Each line below with the string "Monegros" should be copied.
Content starts
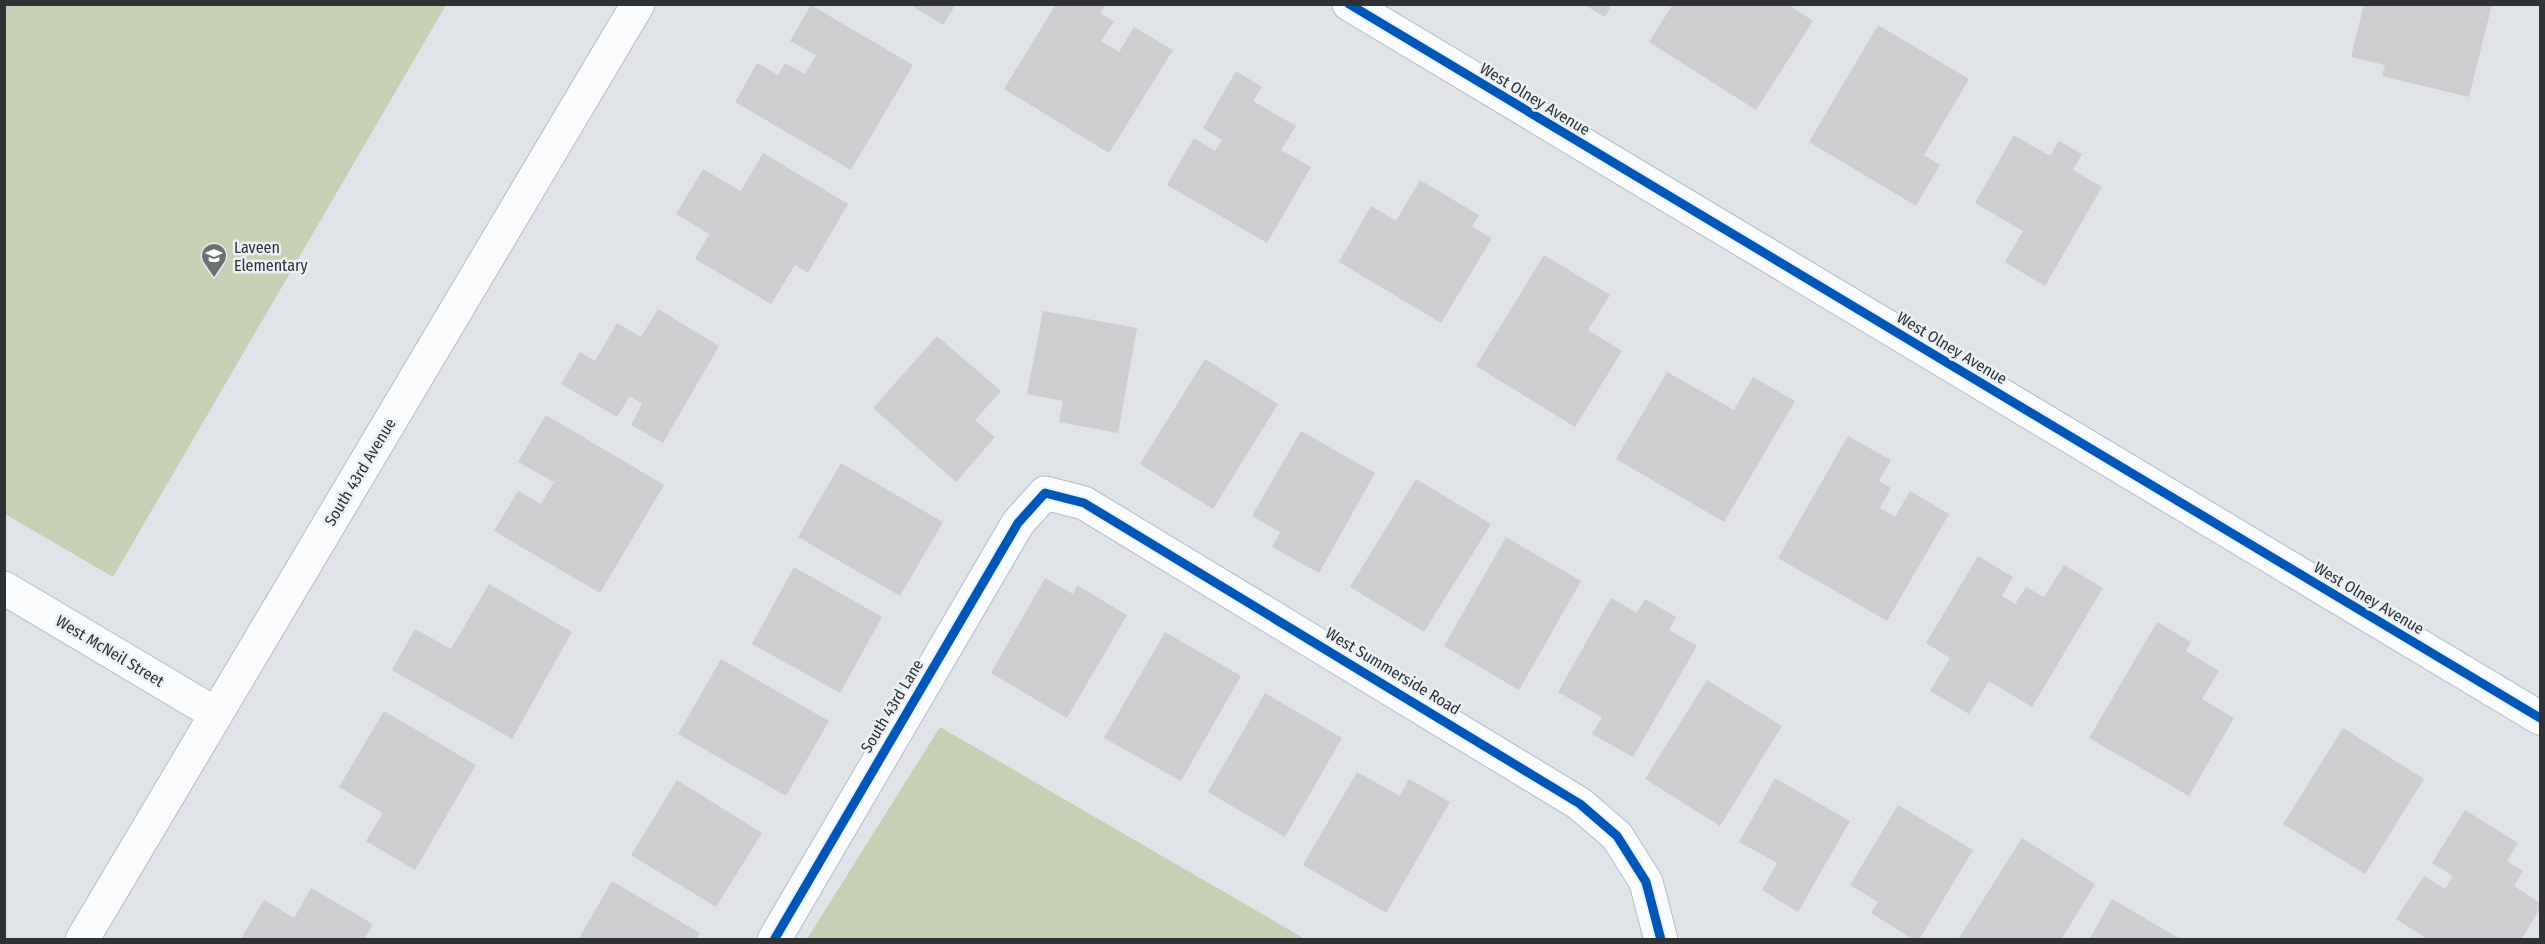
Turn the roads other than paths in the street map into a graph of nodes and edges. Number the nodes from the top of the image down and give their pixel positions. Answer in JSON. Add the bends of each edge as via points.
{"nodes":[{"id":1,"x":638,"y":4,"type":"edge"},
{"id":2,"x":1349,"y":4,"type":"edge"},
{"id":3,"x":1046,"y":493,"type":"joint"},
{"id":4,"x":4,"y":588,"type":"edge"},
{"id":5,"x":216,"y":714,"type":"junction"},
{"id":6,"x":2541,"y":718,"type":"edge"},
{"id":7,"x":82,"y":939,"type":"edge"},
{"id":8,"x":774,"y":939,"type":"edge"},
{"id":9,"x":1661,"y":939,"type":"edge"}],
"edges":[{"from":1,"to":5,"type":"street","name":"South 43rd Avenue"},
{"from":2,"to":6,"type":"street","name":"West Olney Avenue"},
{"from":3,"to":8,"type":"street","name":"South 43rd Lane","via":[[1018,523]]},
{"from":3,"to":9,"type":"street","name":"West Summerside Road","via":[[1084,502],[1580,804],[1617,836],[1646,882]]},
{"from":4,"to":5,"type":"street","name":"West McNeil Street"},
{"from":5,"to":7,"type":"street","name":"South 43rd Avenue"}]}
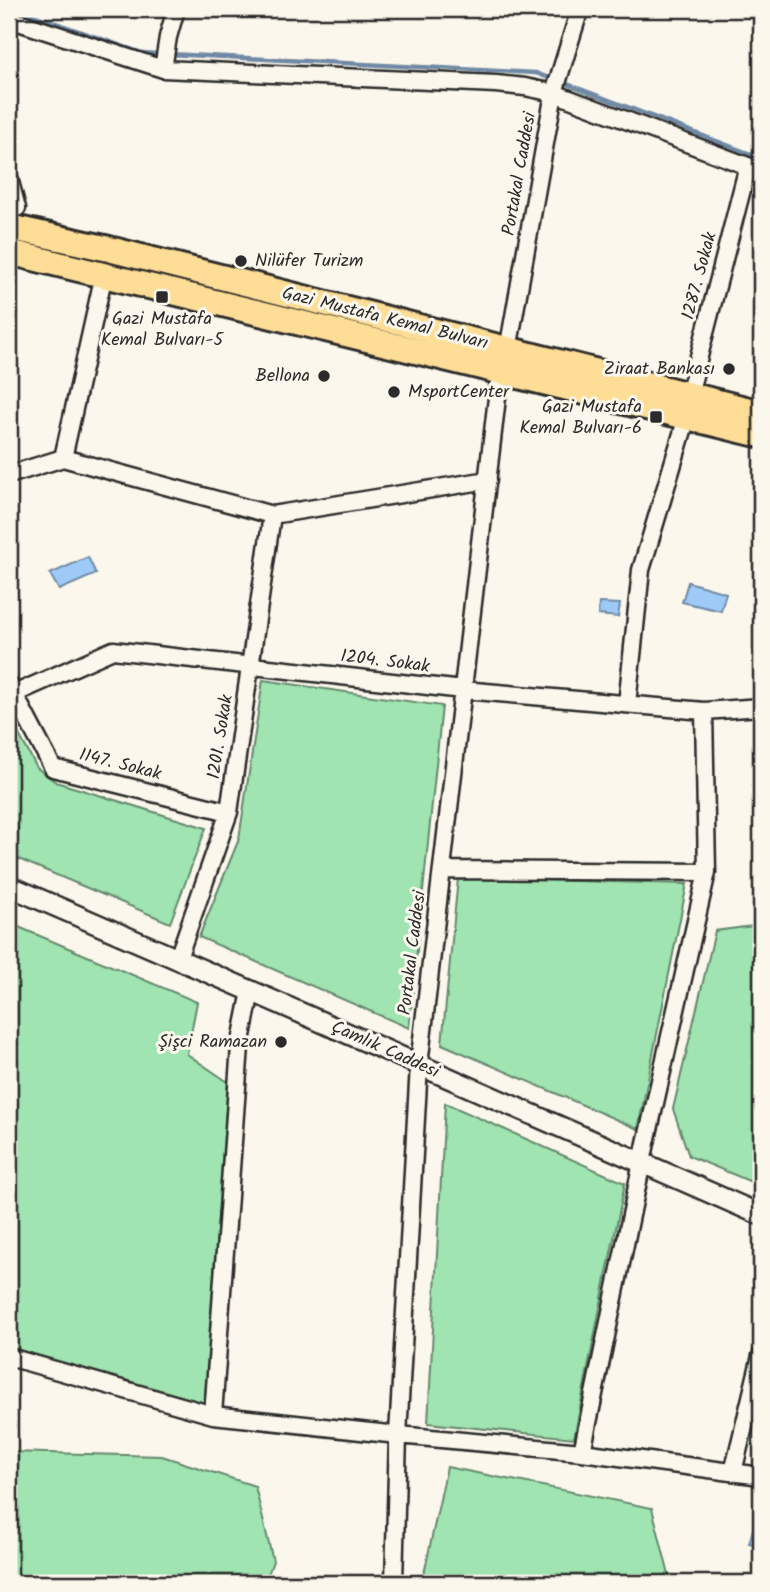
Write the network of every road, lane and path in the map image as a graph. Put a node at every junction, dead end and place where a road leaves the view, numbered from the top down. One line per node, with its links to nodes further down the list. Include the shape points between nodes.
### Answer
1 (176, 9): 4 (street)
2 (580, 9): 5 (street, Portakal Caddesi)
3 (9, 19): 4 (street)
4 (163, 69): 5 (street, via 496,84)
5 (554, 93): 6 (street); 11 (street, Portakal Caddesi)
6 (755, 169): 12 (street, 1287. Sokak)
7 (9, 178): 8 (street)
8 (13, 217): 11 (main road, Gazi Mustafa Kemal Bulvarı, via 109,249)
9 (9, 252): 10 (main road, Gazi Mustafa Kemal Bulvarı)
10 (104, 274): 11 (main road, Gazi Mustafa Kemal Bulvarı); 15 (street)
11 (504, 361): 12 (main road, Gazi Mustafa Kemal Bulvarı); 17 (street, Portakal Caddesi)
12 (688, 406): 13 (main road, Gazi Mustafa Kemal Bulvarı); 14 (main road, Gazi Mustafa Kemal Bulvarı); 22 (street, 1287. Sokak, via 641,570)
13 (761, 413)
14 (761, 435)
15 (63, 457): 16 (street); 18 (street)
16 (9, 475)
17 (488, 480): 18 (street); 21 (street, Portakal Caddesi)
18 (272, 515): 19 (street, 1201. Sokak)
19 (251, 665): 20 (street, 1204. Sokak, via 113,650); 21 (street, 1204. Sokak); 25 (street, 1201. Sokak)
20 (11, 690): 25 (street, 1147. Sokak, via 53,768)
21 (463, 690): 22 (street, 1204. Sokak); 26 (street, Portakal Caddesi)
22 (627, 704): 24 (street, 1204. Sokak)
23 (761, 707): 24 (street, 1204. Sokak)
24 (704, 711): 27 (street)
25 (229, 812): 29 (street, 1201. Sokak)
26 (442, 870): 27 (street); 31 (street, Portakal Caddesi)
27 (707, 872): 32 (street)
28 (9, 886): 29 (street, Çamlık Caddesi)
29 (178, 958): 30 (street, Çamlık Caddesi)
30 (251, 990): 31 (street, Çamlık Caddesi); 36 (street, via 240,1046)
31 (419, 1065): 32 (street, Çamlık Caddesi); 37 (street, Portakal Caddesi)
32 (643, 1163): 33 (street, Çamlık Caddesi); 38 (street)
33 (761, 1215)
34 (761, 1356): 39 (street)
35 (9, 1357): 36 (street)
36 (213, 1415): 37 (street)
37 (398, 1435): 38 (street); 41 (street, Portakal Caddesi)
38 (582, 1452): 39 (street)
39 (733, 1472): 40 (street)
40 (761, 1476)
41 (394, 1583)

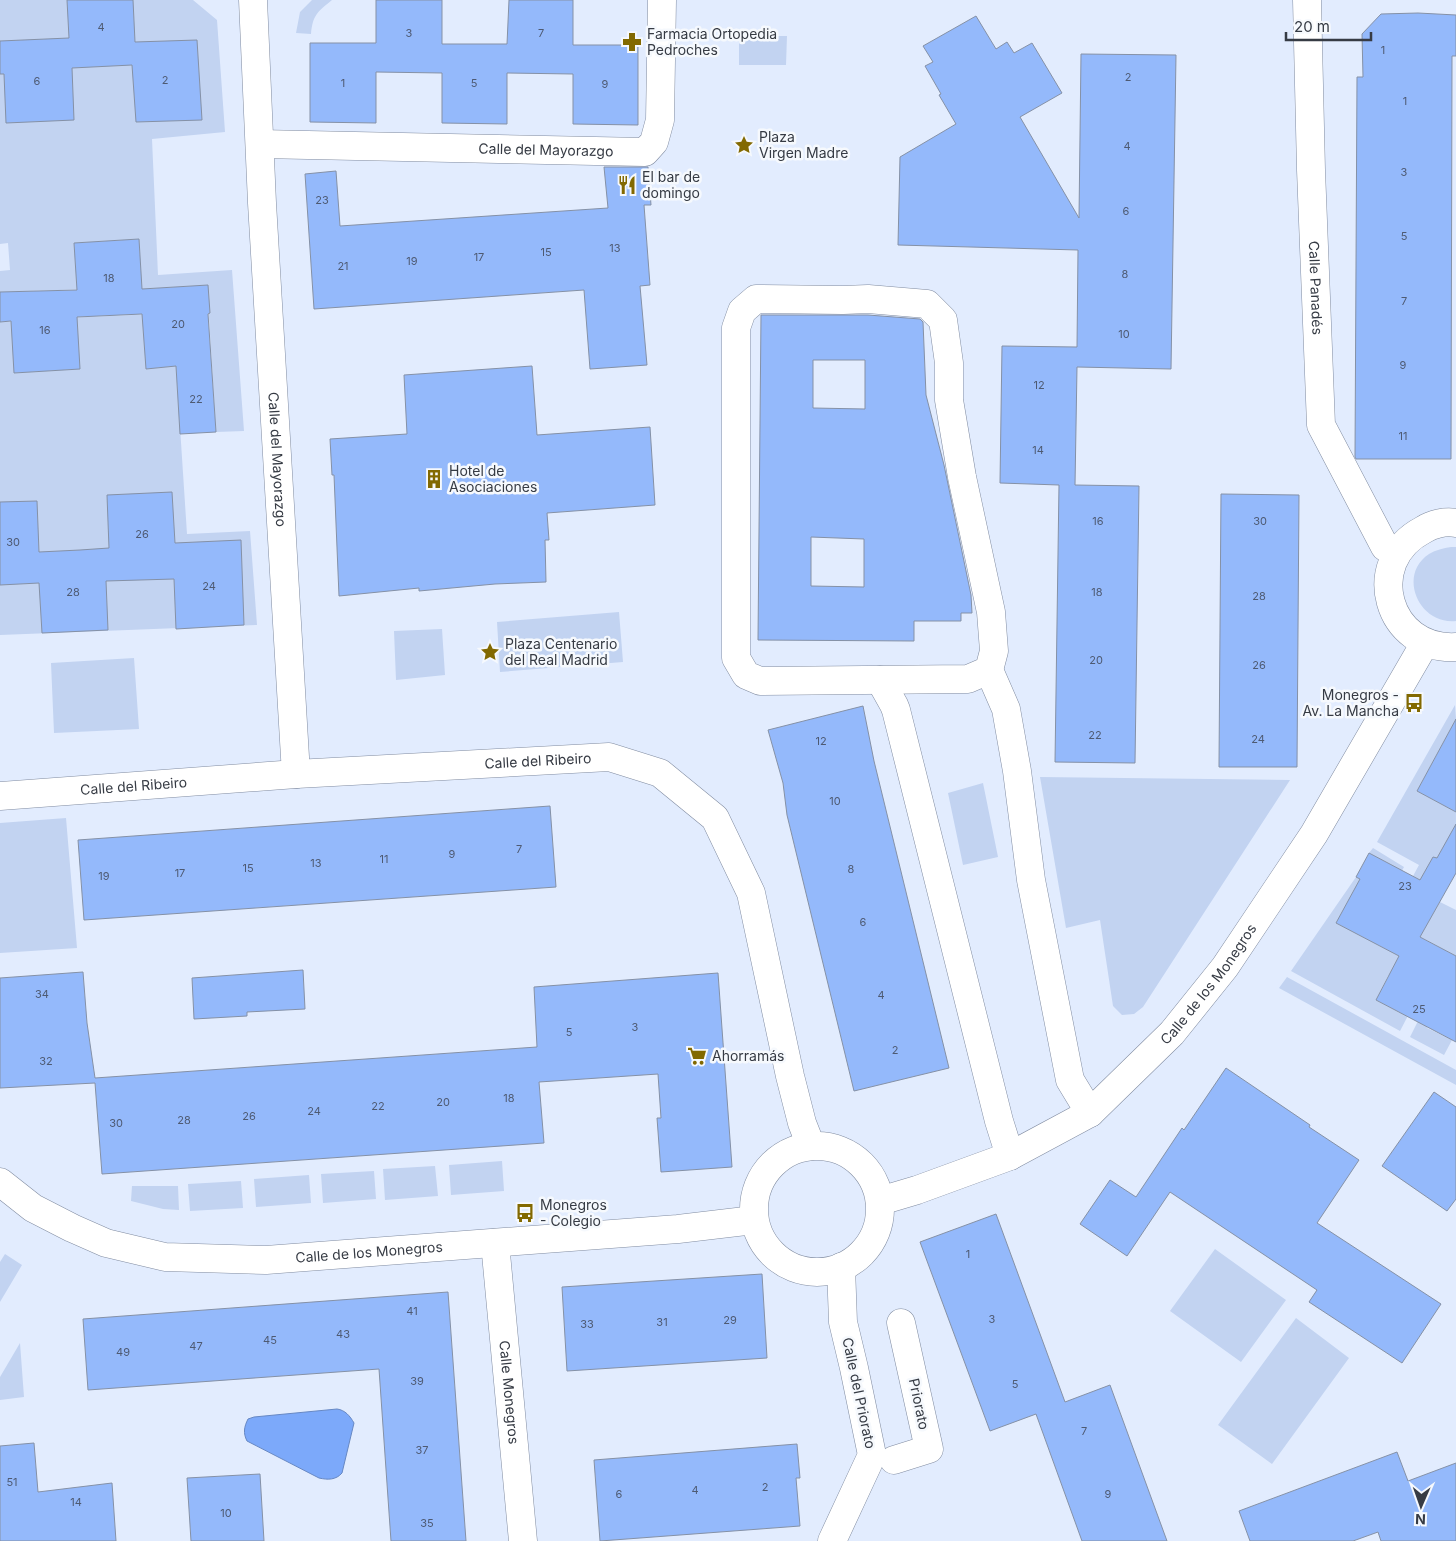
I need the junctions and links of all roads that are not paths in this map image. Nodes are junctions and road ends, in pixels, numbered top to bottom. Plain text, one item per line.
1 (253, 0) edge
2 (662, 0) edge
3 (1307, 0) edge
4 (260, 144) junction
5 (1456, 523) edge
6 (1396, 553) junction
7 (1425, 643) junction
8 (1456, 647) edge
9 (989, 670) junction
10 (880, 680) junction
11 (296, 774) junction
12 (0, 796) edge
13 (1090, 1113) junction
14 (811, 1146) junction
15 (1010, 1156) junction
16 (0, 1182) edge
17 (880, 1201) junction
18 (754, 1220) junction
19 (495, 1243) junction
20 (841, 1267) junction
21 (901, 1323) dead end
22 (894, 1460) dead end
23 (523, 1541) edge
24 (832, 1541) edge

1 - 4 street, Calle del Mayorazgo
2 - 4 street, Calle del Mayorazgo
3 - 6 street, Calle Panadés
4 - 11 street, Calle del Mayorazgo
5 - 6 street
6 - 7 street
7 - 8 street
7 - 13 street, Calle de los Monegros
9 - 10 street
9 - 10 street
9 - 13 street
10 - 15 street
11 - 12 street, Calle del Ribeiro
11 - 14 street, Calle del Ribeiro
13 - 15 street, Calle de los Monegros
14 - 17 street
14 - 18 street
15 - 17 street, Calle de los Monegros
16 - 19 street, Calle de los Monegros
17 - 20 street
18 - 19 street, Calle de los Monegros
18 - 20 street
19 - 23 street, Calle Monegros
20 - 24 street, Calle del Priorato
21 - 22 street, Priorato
Content ends
*Answer to this task:*
7 - 13 street, Calle de los Monegros
13 - 15 street, Calle de los Monegros
15 - 17 street, Calle de los Monegros
16 - 19 street, Calle de los Monegros
18 - 19 street, Calle de los Monegros
19 - 23 street, Calle Monegros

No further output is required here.